I was skeptical. The total amount could have got two people blind drunk in a moderately priced bar in Sydney – it was a lot more than I was prepared, or willing, to pay for two pots of tea in China.

“Can we split it?” I’d asked her. Not for the first time on this trip, I cursed myself for going along with a girl on what could easily be interpreted as a date. I was not going to foot the whole bill for another night out, and especially not this one.
“Oh, I only have 100 yuan,” Charlie said as she offered me a few notes from her wallet. It was approximately $15, and only about a tenth of the total bill.
“That’s a start,” I mumbled to myself as I snatched the notes up, abandoning any pleasantries or niceties. The whole thing had gone pear-shaped, and only now – obviously too late – but my suspicions started to kick in. I even considered just walking out without paying, but I didn’t want to risk causing any more trouble for myself.

So I paid and stormed out of the tea house, Charlie hot on my heels.
“I’m sorry, I didn’t know,” she said as she shuffled along beside me.
“Know what? How much if would be?”
“I’m sorry, I just thought that Australian are wealthy, I just wanted to show you some nice tea and Chinese culture.”
“I’m a traveller, Charlie. I’m on a budget. I don’t have that kind of money to waste on tea.” She almost seemed offended, as though I was devaluing her culture or tradition, but I refused to believe that Chinese tea should have costed so much in China.
“But, you can just ask your father to send you more money, can’t you?”
I was shocked. “Ahh, no? My dad doesn’t give me free handouts to waste on expen-”
“But you’re his only son!” Again, I was almost shocked into silence. Almost.
“Well I hate to break it to you but that’s not how it works in Australia!”
“I’m sorry, I don’t know Australia! I only know China!”

It was a slightly profound moment. Here we were, voices raised and arguing in the middle of Wangfujing Street, and suddenly I was the one who felt bad for Charlie. I was getting quite rude and annoyed, but I hadn’t even considered that maybe she was just acting on the limited knowledge that local Chinese people seem to have of Western culture and customs. Maybe all abroad Australians are very wealthy compared to her. The bill had been paid for, yet I suddenly felt guilty for berating her in an attempt to take out my anger to feel better about the situation.

I let out a long sigh. “Okay. It’s fine, just forget it.”
“I’m really sorry, Robert. I had a really good time chatting to you.
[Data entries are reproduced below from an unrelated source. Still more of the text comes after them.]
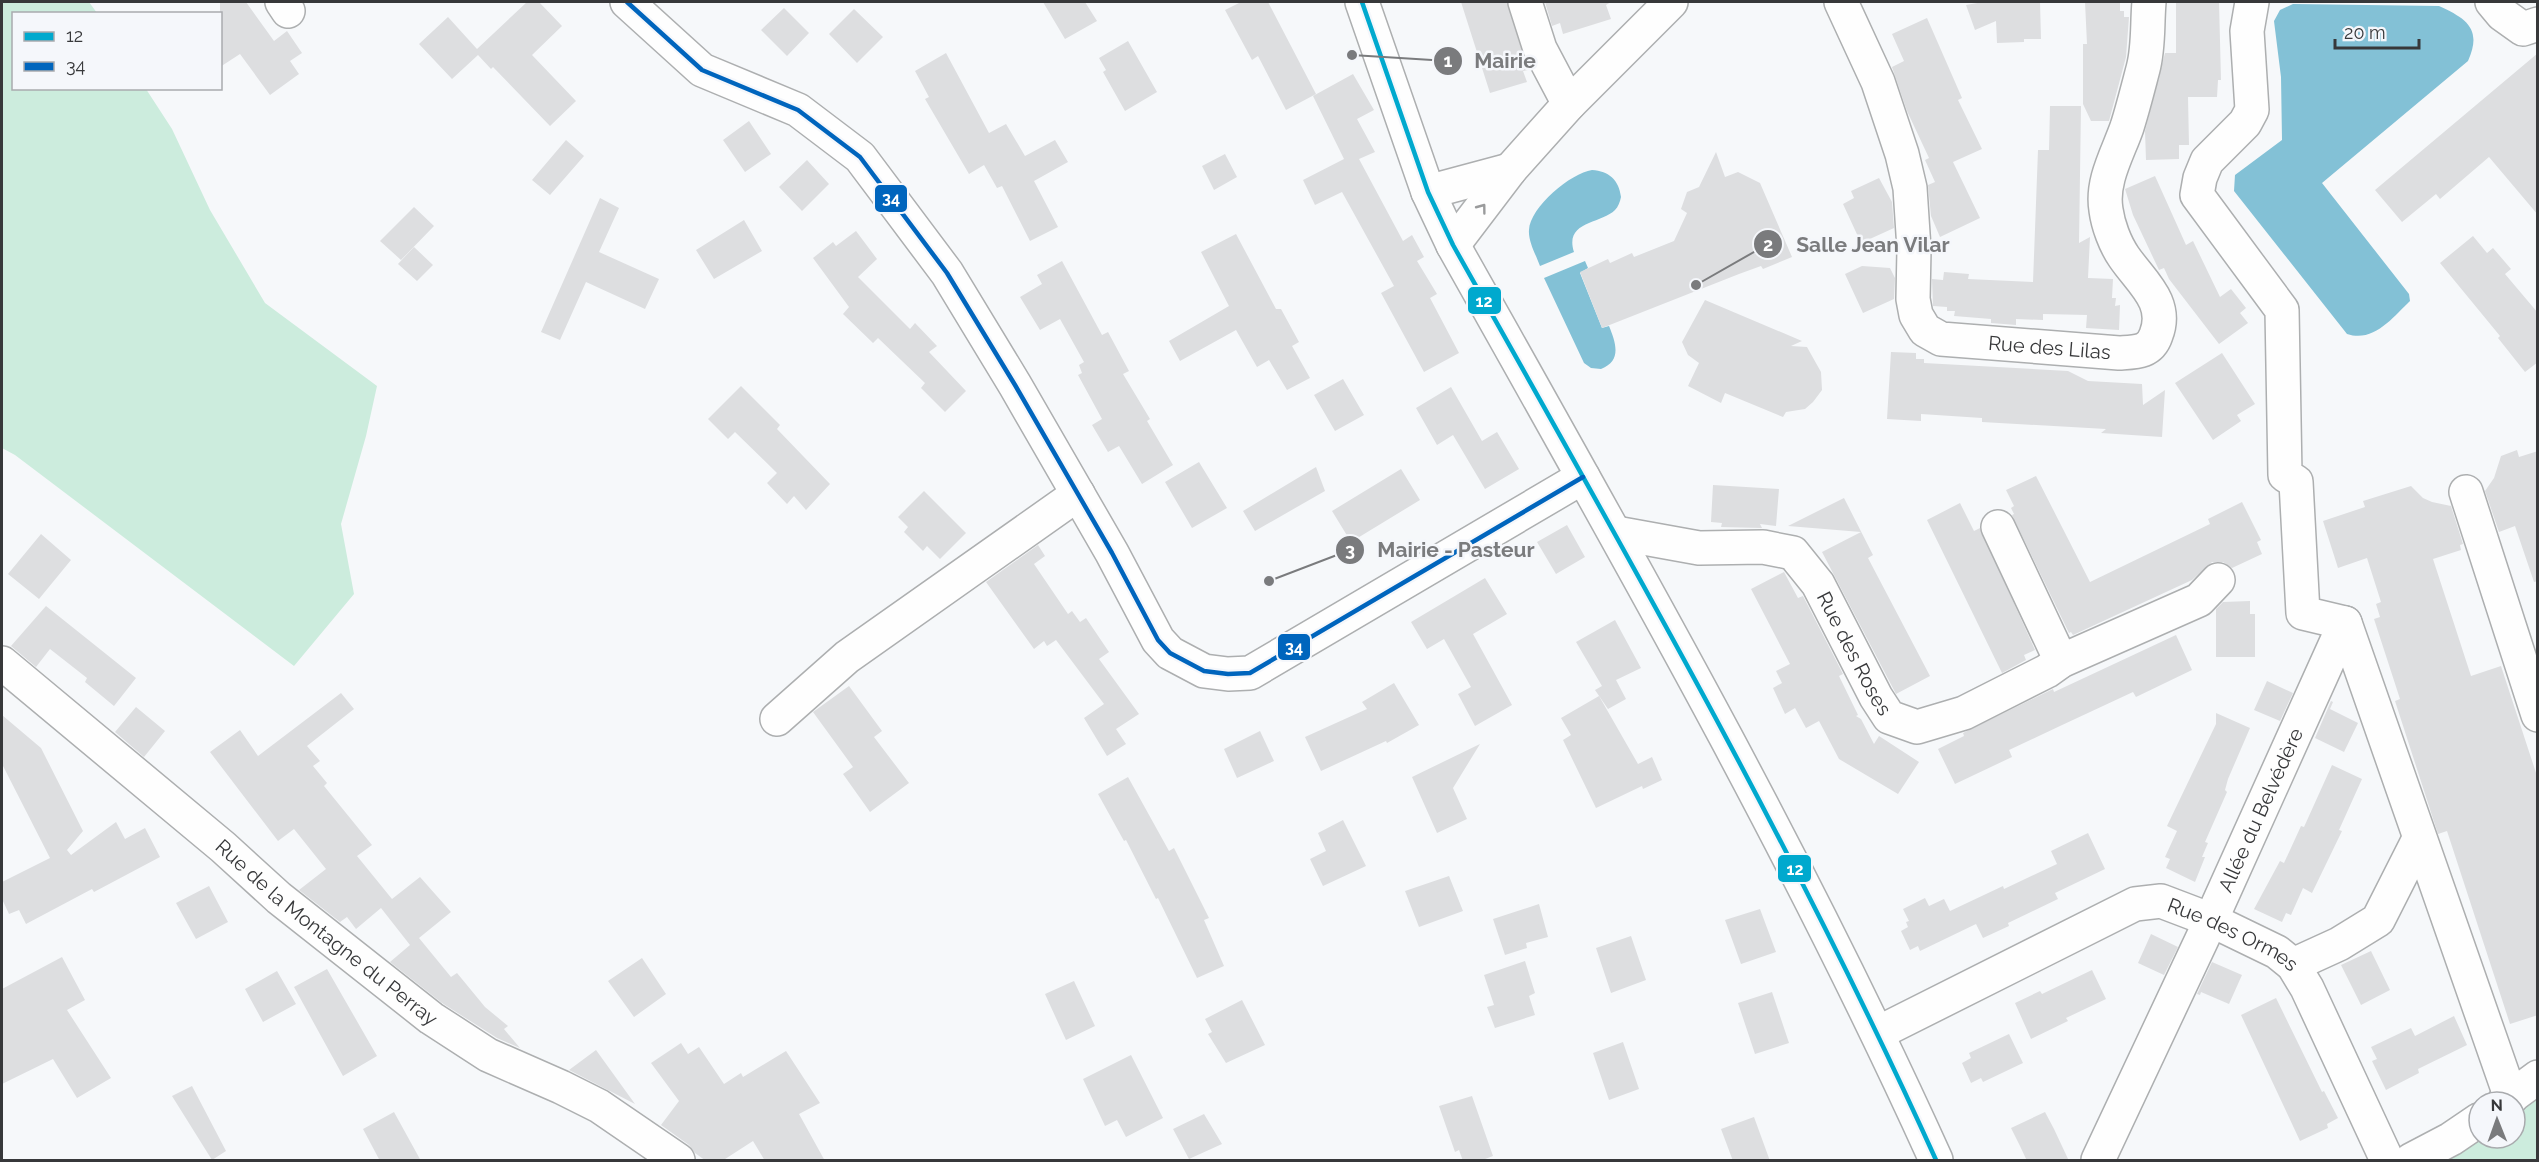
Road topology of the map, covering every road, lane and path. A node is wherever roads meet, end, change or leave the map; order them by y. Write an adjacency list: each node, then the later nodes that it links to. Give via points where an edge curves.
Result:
1 (627, 2): 16 (street, via 702,70 798,110 860,157 947,273)
2 (1362, 2): 12 (street)
3 (1525, 2): 10 (street, via 1540,49)
4 (1671, 2): 10 (street)
5 (1841, 2): 6 (street, Rue des Lilas, via 1878,82 1902,154 1910,188 1913,299 1916,315 1926,330 1941,339 2119,353 2141,352 2154,343 2161,324 2154,296 2123,256 2105,208 2108,177 2144,68)
6 (2149, 2)
7 (2252, 2): 20 (street, via 2247,31 2252,110 2245,123 2207,161 2197,195 2282,310 2285,475 2296,482 2303,613)
8 (2492, 2): 9 (street, via 2523,29)
9 (2538, 24)
10 (1569, 104): 11 (street)
11 (1510, 170): 12 (street); 13 (street, one-way to 11)
12 (1428, 192): 13 (street)
13 (1453, 245): 14 (street)
14 (1583, 477): 16 (street, via 1250,673 1228,674 1204,671 1170,653 1158,640); 18 (street)
15 (2466, 492): 23 (street)
16 (1078, 494): 24 (street, via 847,657)
17 (1998, 527): 21 (street)
18 (1616, 534): 21 (street, Rue des Roses, via 1699,548 1763,547 1793,553 1818,584 1889,717 1917,727 1964,713); 28 (street, via 1699,685)
19 (2218, 580): 21 (street, Rue des Roses, via 2199,600)
20 (2345, 623): 25 (street); 26 (street, Allée du Belvédère)
21 (2061, 661)
22 (2, 663): 33 (street, Rue de la Montagne du Perray, via 288,905 430,1018 488,1055 598,1106)
23 (2538, 716)
24 (777, 719)
25 (2419, 839): 27 (street, via 2378,920); 30 (street)
26 (2211, 920): 27 (street, Rue des Ormes, via 2277,952); 28 (street, Rue des Ormes, via 2161,901 2135,904); 35 (street, Allée du Belvédère)
27 (2293, 965): 36 (street, Rue des Ormes)
28 (1878, 1033): 34 (street)
29 (2538, 1077): 31 (street)
30 (2505, 1090)
31 (2521, 1090)
32 (2467, 1128): 37 (street)
33 (678, 1161)
34 (1936, 1161)
35 (2098, 1161)
36 (2387, 1161)
37 (2411, 1161)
Maybe we can go to karaoke, I can buy you a beer?”
I still couldn’t figure her out, but I wasn’t going to risk my wallet taking another beating. “I should really get back to my hotel now, I’m feeling pretty tired.”
We awkwardly bid each other farewell after our argument, and I quickly paced home through the backstreets of Beijing, the sense of excitement I’d had from being in a new city replaced with the awful feeling of having another country and currency get the better of me.

***

The following afternoon I met with the tour group I would be travelling the Trans-Siberian with, and our guide gave us a run down on the basics of the city. As she warned us about some of the potential tourist traps and scams, I hung my head in shame as she outlined a scenario so similar to the one I had experienced last night – it was almost as though our guide had been there and was recounting the scene blow by blow. I’d been warned that there are lots of false taxi services at the airport who will try to charge you exorbitant amounts to get from the airport to the city, and I had been so proud of myself that I had managed to spot and avoid them and make my way to the hotel in a legitimate taxi. So it was rather deflating to learn I had quickly fallen into the very next scam to come along after that.

It turned out to be more than just a shallow than a culture clash, but I guess I leant something from the experience in the end. In these unfamiliar places, learn to trust your suspicious instincts. Though I can only hope that every tourist trap I do fall for will better prepare me for avoiding the next one.